Boiling to reeling snapshot

Input

LOT-2026-03-26-A / stage: reeling / 08:00-08:35 / operator: Amina / machine: R-03 / water: 92 °C / water quality: slightly hard / raw cocoon: 24 kg / reeled silk: 4.8 kg / thread breaks: 9

Output

The summary shows a 20.0% yield, a 15.4 / h break rate, and the latest water quality tag in one view.

Switch units after saving

Input

Save one entry while mass is kg and volume is L, then switch mass to lb and volume to gal.

Output

The old entry still converts correctly because the unit context is stored with the entry.

Maintenance follow-up

Input

Record a machine maintenance entry with guide cleaning and belt retensioning, but no yield field.

Output

The timeline still keeps the maintenance note and stage, and the entry is saved as long as one meaningful value exists.

FAQ

Can I change units after I save an entry?

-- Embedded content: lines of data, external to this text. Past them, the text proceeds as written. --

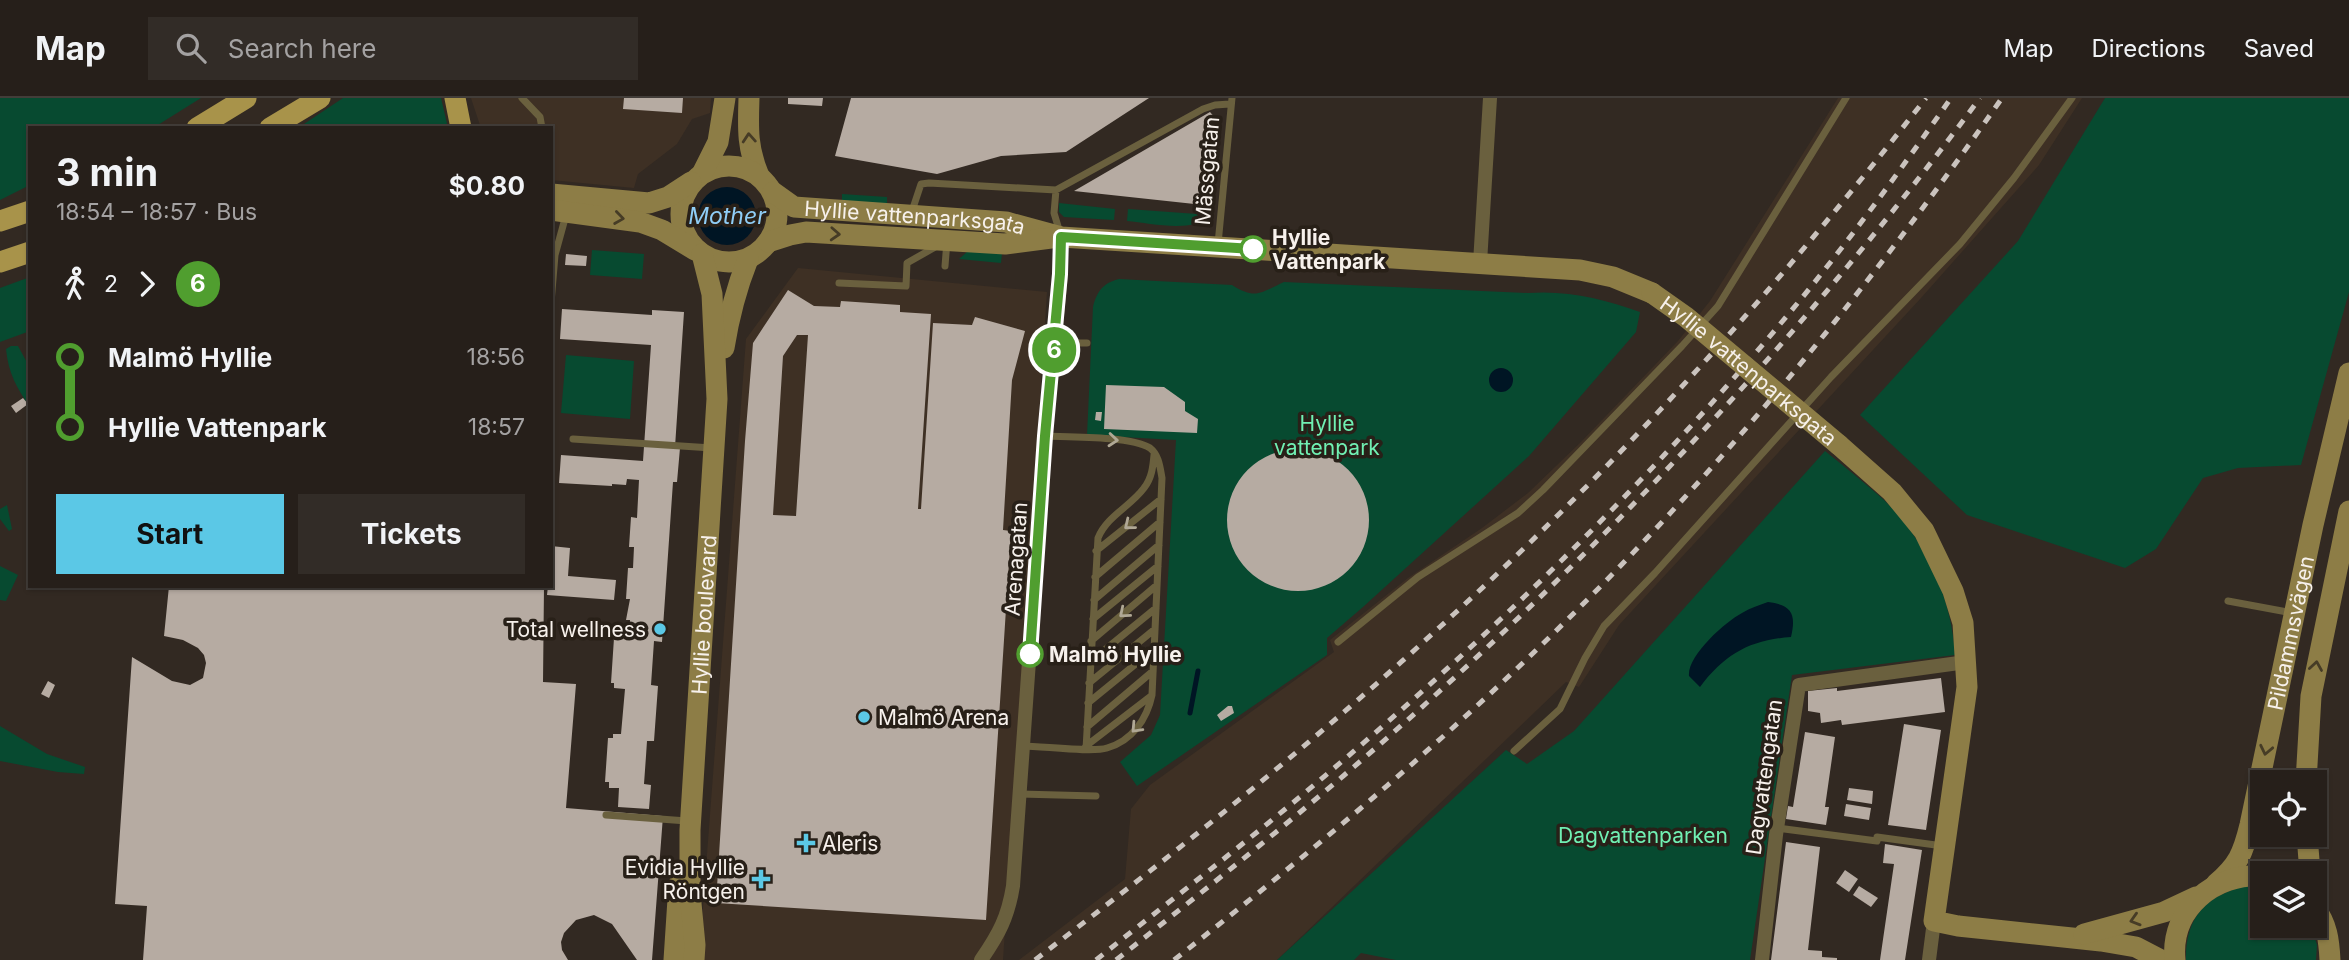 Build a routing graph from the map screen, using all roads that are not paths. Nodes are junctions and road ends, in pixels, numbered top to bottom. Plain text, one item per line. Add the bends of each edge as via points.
1 (229, 98) edge
2 (246, 98) edge
3 (320, 98) edge
4 (523, 98) edge
5 (725, 98) edge
6 (749, 98) edge
7 (1490, 98) edge
8 (1846, 98) edge
9 (2072, 98) edge
10 (1231, 101) edge
11 (192, 126) edge
12 (200, 126) edge
13 (274, 126) edge
14 (542, 126) edge
15 (698, 177) junction
16 (766, 184) junction
17 (1056, 190) junction
18 (553, 194) edge
19 (28, 212) edge
20 (556, 213) edge
21 (910, 216) junction
22 (0, 221) edge
23 (1061, 237) junction
24 (947, 241) junction
25 (768, 242) junction
26 (1218, 247) junction
27 (699, 252) junction
28 (28, 253) edge
29 (748, 259) junction
30 (0, 262) edge
31 (1480, 262) junction
32 (28, 263) edge
33 (945, 266) dead end
34 (0, 271) edge
35 (553, 279) edge
36 (839, 283) dead end
37 (1055, 343) junction
38 (1087, 343) dead end
39 (2349, 373) edge
40 (717, 399) junction
41 (1045, 436) junction
42 (573, 439) dead end
43 (715, 448) junction
44 (1154, 454) junction
45 (1161, 499) junction
46 (2348, 517) edge
47 (1160, 522) junction
48 (1159, 545) junction
49 (1096, 551) junction
50 (1158, 566) junction
51 (1095, 577) junction
52 (1157, 585) junction
53 (1094, 600) junction
54 (2228, 601) dead end
55 (1156, 608) junction
56 (2294, 613) junction
57 (1093, 619) junction
58 (1155, 629) junction
59 (1091, 641) junction
60 (1338, 642) dead end
61 (1154, 649) junction
62 (1090, 662) junction
63 (1966, 662) junction
64 (1153, 671) junction
65 (1089, 683) junction
66 (1152, 695) junction
67 (1088, 703) junction
68 (1087, 727) junction
69 (1023, 746) junction
70 (1086, 747) junction
71 (1514, 751) dead end
72 (2307, 770) edge
73 (1020, 794) junction
74 (1096, 796) dead end
75 (606, 815) dead end
76 (691, 826) junction
77 (1777, 828) junction
78 (1944, 846) junction
79 (2250, 877) edge
80 (2207, 890) junction
81 (1934, 921) junction
82 (2328, 935) joint
83 (2070, 937) junction
84 (674, 960) edge
85 (694, 960) edge
86 (981, 960) edge
87 (1762, 960) edge
88 (1929, 960) edge
89 (2161, 960) edge
90 (2175, 960) edge
91 (2330, 960) edge
92 (2345, 960) edge

1 - 11 main road
2 - 12 main road
3 - 13 main road
4 - 14 lane via 540,117
5 - 15 street via 718,142
16 -> 6 street via 749,149
7 - 31 street
8 - 60 lane via 1718,306 1682,346 1518,513 1418,577
9 - 71 lane via 1960,244 1831,377 1604,626 1560,709
10 - 17 lane via 1203,109
10 - 26 lane, Mässgatan
15 - 16 street via 729,165 743,167
15 - 18 street via 668,197 649,203
15 - 27 street via 683,198 680,216 685,235
16 - 21 street, Hyllie vattenparksgata via 794,207
16 - 25 street via 778,218
17 - 21 lane via 924,183 918,186
17 - 23 lane via 1054,213
19 - 22 main road
20 -> 27 street via 640,222
20 - 35 lane
21 - 23 street, Hyllie vattenparksgata via 1006,222
23 - 24 street, Hyllie vattenparksgata via 1005,244
23 - 26 street, Hyllie vattenparksgata
23 - 37 street, Arenagatan
25 -> 24 street, Hyllie vattenparksgata via 806,232
24 - 33 lane
24 - 36 lane via 907,263 906,286
25 - 29 street
26 - 31 street, Hyllie vattenparksgata
27 - 29 street via 722,262
27 - 40 street, Hyllie boulevard via 712,294
28 - 30 main road
29 - 40 street, Hyllie boulevard via 728,318
31 - 63 street, Hyllie vattenparksgata, bridge via 1614,277 1653,293 1686,317 1892,492 1924,531 1953,591 1963,623
32 - 34 main road
37 - 38 lane
37 - 41 street, Arenagatan
39 - 56 street, Pildammsvägen
40 - 43 street, Hyllie boulevard
41 -> 44 lane via 1134,442
41 - 69 street, Arenagatan
42 - 43 lane
43 - 76 street, Hyllie boulevard
44 - 45 lane via 1159,461
44 - 49 lane via 1145,487 1106,524
45 - 47 lane
45 -> 49 lane
72 -> 46 street, Pildammsvägen via 2311,696
47 - 48 lane
47 - 51 lane
48 - 50 lane
48 - 53 lane
49 - 51 lane
50 - 52 lane
50 - 57 lane
51 - 53 lane
52 - 55 lane
52 -> 59 lane
53 - 57 lane
54 - 56 lane
55 - 58 lane
55 - 62 lane
56 -> 80 street, Pildammsvägen via 2243,853
57 - 59 lane
58 - 61 lane
58 - 65 lane
59 - 62 lane
61 - 64 lane
61 - 67 lane
62 - 65 lane
63 - 77 street, Dagvattengatan via 1799,685
63 - 78 street, Hyllie vattenparksgata via 1964,712
64 - 66 lane
64 - 68 lane
65 - 67 lane
66 - 70 lane
66 -> 70 lane via 1149,710 1133,732 1107,748
67 - 68 lane
68 - 70 lane
69 - 70 lane
69 - 73 street, Arenagatan
73 - 74 lane
73 - 86 street, Arenagatan via 1010,905 1000,933
75 - 76 lane
76 - 84 street, Hyllie boulevard via 681,862
76 - 85 street, Hyllie boulevard
77 - 78 lane
77 - 87 street, Dagvattengatan
78 - 81 street, Hyllie vattenparksgata
79 - 80 street
80 -> 83 street via 2164,912
80 - 90 street, Pildammsvägen via 2185,914 2176,934
81 - 83 street
81 - 88 street, Hyllie vattenparksgata
82 - 91 street
82 - 92 street
83 - 89 street via 2136,947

Yes. Each saved entry keeps the unit context it was entered with, so later display changes do not reinterpret the old numbers.

Do I have to enter raw cocoon and reeled silk every time?

No. Yield becomes more useful when both are present, but a stage, note, or water-quality tag can still make the entry meaningful.

Is the manual yield field required?

No. The app can calculate yield from raw cocoon and reeled silk, and the manual field is there when you want to keep the operator's recorded value.

Where does the data go?

It stays in the browser unless you export JSON or CSV.

Can I use this across regions?

Yes. The UI is multilingual, the unit labels follow the settings, and the stage labels can be translated per language.

Glossary

Lot

A batch or group of reeling work that you want to trace together.

Reeling batch

The set of reeling operations tied to one lot.

Thread break

A break in the silk thread during reeling.

Water quality tag

A quick label for the water condition, such as filtered or slightly hard.

Unit context

The measurement unit saved with each entry so later display changes stay safe.

Yield

The ratio of reeled silk to raw cocoon, shown as a percentage.

Machine condition

Tension, vibration, cleaning, and other machine-state notes for the lot.

Timeline

The ordered list of saved entries for one lot.

Formulas

  • Calculated yield (%) = reeled silk ÷ raw cocoon × 100
  • Break rate (/h) = thread breaks ÷ duration (h)
  • Duration (h) = end time - start time
  • Display conversion = entered value converted with the unit saved on that entry

Notes

  • This is a record and review tool, not an automatic quality judgment.
  • Water quality tags are quick field labels, not laboratory results.
  • Keep stage names and unit conventions consistent when you compare lots across sites or languages.
  • Use exported CSV or JSON for spreadsheet analysis or handoff to another system.